Hollywood is far too white to make a similar go at “Hanging by a Wire” (there’s no role for Christian Bale to play here), but it wouldn’t be the worst idea for another film industry to give it a whirl, as this is the rare documentary thriller that feels like it might actually be improved by scripted dialogue and some more extensive stunt work. Naqvi has thoughtfully collected all of the right ingredients for a more penetrating story, and it’s easy enough to appreciate how his emphasis on basic entertainment value is a roundabout effort to return the world’s attention to Battaram (whose infrastructure has yet to be improved, something I had to discover on my own time after the movie had ended), but the movie’s narrow focus on the pre-existing conditions that fed into the cable car crisis does more to flatten the people involved than it does to bring new dimension to their ordeal. 

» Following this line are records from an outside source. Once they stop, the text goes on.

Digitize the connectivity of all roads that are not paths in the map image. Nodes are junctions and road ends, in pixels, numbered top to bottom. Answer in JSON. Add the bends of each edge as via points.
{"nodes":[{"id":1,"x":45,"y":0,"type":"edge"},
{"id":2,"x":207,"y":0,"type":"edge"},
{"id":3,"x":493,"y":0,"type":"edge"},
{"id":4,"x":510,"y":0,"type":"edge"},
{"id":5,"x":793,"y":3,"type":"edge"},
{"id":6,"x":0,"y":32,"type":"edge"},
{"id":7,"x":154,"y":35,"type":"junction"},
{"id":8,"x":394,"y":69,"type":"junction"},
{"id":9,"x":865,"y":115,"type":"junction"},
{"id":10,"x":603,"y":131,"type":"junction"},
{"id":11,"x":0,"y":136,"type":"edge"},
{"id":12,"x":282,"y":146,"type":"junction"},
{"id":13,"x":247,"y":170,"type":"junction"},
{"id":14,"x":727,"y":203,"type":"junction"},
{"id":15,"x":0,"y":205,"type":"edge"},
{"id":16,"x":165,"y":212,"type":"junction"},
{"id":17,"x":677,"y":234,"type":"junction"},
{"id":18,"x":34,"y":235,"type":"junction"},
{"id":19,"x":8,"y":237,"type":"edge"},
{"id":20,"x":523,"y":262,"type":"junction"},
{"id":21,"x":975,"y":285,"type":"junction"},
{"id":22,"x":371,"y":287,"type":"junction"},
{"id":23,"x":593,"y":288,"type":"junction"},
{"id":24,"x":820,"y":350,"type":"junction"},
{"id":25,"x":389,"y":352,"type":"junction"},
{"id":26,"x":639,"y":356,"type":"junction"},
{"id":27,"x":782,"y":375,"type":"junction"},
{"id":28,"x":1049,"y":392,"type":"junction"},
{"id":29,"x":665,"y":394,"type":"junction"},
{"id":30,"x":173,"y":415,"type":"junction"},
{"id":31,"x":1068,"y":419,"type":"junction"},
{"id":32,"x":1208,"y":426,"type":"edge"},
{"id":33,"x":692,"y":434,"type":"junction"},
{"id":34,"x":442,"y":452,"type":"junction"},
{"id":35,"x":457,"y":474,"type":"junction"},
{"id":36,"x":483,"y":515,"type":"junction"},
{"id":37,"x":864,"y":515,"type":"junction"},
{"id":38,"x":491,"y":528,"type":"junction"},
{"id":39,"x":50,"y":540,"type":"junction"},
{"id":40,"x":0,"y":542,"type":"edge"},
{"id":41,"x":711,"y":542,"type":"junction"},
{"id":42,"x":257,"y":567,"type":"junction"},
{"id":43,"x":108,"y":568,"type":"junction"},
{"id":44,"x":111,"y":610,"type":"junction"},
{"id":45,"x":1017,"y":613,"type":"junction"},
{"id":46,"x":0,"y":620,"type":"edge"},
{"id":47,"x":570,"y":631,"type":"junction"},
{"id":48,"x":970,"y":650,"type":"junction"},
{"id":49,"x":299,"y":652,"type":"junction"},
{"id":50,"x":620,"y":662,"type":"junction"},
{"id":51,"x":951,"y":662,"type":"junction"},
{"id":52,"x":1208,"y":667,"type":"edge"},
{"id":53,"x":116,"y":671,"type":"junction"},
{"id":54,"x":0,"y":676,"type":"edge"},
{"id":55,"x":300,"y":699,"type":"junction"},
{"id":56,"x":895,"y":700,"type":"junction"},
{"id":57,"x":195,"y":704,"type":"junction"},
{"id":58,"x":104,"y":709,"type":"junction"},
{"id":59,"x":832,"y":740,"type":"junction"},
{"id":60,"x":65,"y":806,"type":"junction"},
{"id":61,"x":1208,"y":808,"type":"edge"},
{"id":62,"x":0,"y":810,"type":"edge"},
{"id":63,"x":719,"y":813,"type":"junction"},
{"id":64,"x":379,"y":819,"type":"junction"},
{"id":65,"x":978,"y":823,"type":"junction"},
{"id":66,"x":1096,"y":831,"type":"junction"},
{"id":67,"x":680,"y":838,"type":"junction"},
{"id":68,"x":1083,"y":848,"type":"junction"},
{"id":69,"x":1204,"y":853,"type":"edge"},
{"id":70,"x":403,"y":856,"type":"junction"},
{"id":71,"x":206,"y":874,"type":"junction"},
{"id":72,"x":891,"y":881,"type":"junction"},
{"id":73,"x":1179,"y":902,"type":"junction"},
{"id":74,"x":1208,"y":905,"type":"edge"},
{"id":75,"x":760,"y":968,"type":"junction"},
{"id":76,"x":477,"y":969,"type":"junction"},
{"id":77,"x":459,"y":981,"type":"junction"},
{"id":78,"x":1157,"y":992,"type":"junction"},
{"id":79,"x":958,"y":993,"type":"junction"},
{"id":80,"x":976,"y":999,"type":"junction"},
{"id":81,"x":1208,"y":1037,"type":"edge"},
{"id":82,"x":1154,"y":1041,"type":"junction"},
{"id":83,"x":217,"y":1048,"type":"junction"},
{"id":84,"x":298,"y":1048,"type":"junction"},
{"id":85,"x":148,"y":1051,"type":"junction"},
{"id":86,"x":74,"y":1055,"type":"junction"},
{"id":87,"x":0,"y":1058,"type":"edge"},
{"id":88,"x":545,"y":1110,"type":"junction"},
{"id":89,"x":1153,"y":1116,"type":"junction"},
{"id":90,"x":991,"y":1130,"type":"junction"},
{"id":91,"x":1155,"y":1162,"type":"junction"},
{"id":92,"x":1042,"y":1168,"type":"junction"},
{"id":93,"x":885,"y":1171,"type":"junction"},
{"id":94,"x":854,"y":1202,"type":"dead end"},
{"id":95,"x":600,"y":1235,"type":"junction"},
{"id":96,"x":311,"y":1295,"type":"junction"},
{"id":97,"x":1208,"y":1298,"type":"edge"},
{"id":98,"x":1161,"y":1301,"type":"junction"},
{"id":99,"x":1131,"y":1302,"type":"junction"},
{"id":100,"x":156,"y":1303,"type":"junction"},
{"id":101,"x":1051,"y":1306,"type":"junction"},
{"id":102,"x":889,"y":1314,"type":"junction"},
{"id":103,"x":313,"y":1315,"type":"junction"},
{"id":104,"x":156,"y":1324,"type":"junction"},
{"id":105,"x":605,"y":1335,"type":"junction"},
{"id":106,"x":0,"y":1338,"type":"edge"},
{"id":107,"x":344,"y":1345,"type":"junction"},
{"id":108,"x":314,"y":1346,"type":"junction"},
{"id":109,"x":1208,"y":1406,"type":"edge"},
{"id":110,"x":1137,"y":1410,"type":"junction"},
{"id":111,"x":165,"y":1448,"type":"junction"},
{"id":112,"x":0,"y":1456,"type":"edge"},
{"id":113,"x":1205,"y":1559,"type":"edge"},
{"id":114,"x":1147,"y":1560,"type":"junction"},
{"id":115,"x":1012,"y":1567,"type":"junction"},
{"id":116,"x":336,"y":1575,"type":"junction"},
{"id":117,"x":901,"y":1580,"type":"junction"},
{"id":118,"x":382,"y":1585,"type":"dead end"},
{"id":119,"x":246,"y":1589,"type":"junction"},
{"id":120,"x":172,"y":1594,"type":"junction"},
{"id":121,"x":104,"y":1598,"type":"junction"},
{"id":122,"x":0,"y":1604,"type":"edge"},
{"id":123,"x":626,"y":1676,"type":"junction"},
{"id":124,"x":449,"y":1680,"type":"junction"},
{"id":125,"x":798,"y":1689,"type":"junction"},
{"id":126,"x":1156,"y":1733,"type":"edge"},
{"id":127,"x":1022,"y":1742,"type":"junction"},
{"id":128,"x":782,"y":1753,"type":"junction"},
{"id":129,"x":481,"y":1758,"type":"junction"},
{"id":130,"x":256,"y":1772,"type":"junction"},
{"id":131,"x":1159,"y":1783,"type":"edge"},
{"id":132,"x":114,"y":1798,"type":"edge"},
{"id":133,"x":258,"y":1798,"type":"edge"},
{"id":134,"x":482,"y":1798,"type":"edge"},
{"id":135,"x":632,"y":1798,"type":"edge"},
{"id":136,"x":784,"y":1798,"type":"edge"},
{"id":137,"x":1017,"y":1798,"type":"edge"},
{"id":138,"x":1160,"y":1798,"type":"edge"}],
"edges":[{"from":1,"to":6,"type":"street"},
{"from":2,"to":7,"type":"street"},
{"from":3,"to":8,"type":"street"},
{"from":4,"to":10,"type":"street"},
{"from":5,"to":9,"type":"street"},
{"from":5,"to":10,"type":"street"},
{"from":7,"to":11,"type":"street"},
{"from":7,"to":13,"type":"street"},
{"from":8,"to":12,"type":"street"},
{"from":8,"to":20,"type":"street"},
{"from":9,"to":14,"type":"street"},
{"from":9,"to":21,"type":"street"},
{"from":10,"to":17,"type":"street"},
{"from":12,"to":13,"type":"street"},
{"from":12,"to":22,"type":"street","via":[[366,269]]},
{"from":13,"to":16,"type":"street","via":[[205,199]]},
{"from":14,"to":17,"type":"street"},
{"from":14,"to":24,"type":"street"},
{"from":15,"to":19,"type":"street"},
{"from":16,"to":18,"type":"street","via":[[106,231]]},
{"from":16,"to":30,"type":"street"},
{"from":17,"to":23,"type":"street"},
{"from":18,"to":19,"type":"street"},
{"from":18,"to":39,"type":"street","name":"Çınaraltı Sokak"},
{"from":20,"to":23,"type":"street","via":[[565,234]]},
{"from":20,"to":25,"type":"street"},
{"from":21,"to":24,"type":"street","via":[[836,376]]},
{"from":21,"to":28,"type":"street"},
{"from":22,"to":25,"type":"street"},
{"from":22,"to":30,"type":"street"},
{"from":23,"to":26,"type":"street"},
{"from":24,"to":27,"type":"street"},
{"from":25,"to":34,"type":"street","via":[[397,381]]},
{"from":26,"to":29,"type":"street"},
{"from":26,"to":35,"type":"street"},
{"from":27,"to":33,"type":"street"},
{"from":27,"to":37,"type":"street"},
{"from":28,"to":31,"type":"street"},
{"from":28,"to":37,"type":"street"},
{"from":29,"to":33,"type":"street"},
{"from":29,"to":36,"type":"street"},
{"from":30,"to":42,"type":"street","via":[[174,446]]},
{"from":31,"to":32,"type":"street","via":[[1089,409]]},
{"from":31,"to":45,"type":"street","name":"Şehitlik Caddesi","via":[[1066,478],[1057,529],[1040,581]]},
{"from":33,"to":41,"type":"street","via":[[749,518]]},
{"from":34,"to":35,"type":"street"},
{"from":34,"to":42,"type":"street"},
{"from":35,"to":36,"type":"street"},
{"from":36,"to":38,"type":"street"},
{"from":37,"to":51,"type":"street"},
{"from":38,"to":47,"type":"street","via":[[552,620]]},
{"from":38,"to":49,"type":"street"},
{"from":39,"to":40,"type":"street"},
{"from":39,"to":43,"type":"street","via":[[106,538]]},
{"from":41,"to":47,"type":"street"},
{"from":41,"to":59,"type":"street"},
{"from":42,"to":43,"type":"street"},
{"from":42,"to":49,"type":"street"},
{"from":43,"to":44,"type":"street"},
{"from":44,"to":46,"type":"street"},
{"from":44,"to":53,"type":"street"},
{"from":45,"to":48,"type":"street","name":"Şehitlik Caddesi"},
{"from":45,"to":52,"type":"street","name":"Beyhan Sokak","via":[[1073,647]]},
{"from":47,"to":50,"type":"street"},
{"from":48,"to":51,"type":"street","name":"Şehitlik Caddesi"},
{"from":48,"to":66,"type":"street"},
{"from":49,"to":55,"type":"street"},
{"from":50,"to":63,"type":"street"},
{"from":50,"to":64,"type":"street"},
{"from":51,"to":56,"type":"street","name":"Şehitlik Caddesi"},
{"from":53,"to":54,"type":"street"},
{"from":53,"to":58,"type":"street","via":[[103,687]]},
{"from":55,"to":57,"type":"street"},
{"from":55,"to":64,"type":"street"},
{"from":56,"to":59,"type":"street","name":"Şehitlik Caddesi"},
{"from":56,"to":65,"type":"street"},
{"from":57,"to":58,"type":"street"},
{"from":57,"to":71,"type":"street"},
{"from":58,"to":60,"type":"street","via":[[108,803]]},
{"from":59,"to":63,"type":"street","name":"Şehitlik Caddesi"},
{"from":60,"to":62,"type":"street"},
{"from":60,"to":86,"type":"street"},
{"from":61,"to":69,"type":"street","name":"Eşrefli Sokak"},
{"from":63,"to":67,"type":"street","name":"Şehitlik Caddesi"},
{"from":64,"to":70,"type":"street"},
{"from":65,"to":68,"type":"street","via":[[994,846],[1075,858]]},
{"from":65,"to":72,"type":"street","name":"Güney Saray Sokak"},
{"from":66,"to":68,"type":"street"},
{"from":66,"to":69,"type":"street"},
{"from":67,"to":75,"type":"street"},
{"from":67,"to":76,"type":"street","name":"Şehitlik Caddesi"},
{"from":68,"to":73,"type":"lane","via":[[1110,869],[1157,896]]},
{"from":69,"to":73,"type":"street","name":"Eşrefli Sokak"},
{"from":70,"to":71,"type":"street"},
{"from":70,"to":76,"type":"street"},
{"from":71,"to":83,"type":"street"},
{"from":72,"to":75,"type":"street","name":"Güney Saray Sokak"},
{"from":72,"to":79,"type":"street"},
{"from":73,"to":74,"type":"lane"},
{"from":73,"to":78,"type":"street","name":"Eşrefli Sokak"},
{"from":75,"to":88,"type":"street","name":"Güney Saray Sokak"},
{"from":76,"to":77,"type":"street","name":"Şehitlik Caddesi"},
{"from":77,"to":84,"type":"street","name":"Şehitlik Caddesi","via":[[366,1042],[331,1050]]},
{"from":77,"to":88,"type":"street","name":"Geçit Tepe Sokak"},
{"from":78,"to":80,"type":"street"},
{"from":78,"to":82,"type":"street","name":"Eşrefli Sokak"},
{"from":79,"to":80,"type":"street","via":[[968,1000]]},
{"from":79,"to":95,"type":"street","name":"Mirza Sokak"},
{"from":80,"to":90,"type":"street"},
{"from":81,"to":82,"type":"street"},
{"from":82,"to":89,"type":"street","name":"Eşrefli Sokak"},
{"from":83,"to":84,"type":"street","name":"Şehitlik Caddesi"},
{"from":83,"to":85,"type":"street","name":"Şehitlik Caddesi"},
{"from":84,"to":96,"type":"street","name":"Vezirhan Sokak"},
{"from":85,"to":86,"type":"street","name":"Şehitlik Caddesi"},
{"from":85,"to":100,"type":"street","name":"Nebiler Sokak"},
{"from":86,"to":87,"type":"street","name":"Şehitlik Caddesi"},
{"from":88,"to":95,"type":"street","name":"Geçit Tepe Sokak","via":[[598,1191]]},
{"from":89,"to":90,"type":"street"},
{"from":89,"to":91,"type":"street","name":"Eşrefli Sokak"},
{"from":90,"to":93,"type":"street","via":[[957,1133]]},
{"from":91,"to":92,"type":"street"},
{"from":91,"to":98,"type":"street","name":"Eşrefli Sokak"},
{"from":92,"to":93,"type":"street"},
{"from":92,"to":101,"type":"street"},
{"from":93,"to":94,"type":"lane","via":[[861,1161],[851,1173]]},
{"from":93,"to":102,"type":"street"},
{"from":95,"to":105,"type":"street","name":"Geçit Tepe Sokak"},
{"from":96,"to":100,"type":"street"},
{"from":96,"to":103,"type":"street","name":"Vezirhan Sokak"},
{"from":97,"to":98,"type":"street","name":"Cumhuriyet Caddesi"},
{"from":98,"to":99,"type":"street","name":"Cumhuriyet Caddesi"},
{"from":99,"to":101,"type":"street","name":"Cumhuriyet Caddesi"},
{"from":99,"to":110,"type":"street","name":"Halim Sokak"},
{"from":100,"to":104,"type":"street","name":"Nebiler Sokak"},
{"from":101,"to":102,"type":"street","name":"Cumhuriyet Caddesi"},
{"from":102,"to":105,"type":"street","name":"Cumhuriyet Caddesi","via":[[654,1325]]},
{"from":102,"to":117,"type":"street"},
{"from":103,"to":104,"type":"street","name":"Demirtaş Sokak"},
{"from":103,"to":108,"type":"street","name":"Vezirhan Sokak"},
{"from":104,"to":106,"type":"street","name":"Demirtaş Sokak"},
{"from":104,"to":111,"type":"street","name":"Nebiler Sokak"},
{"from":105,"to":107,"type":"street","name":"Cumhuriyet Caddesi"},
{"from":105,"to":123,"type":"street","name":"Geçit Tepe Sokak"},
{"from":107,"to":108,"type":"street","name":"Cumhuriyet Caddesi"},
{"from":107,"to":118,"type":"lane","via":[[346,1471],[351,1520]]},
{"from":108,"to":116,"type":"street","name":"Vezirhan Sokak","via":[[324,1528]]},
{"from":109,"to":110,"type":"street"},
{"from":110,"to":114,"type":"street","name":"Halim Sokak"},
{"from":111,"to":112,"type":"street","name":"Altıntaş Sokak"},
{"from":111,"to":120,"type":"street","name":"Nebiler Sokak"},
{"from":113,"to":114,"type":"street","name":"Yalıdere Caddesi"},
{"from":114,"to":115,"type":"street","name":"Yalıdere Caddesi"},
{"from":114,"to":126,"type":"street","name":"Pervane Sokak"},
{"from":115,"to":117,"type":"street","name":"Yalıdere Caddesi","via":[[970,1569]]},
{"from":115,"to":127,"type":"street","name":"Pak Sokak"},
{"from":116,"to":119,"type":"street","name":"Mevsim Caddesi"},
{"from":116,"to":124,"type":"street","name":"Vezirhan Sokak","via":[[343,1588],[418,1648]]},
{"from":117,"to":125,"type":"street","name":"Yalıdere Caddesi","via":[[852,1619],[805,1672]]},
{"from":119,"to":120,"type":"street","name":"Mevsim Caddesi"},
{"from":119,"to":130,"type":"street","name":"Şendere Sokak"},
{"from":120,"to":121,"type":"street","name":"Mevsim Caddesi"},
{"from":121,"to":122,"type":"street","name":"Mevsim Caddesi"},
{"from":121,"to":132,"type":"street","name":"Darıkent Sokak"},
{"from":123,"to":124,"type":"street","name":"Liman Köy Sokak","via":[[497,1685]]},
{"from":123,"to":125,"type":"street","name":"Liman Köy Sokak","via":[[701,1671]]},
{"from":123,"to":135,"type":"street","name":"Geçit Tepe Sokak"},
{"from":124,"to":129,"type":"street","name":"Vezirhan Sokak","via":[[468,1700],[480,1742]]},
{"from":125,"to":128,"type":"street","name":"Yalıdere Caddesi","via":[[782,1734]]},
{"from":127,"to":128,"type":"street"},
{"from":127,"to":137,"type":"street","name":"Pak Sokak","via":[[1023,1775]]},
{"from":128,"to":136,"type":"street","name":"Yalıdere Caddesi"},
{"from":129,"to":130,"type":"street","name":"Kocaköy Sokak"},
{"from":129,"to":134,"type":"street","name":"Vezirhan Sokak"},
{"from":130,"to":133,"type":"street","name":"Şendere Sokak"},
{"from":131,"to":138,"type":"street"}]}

Rather than offering a nuanced response to any of the issues it raises from the start, “Hanging by a Wire” ultimately asks a different set of questions — one that Naqvi’s film is less equipped to answer. Chief among them: At a time when every disaster is captured on video, what’s the value of fleshing them out into feature-length documentaries? It would seem there’s a need for filmmakers to perform rescue missions of their own — to rescue the stuff of recent history from the slipstream of social media content and restore a measure of dignity to the people who suffered for the world’s morbid amusement. Naqvi is able to accomplish that at least, but the movie he’s made is unwilling to go even the slightest bit further, as if the filmmaker were afraid that audiences’ last remaining connection to non-fiction cinema would snap if he applied any more weight to it. 

Grade: C+

“Hanging by a Wire” premiered at the 2026 Sundance Film Festival. It is currently seeking U.S. distribution.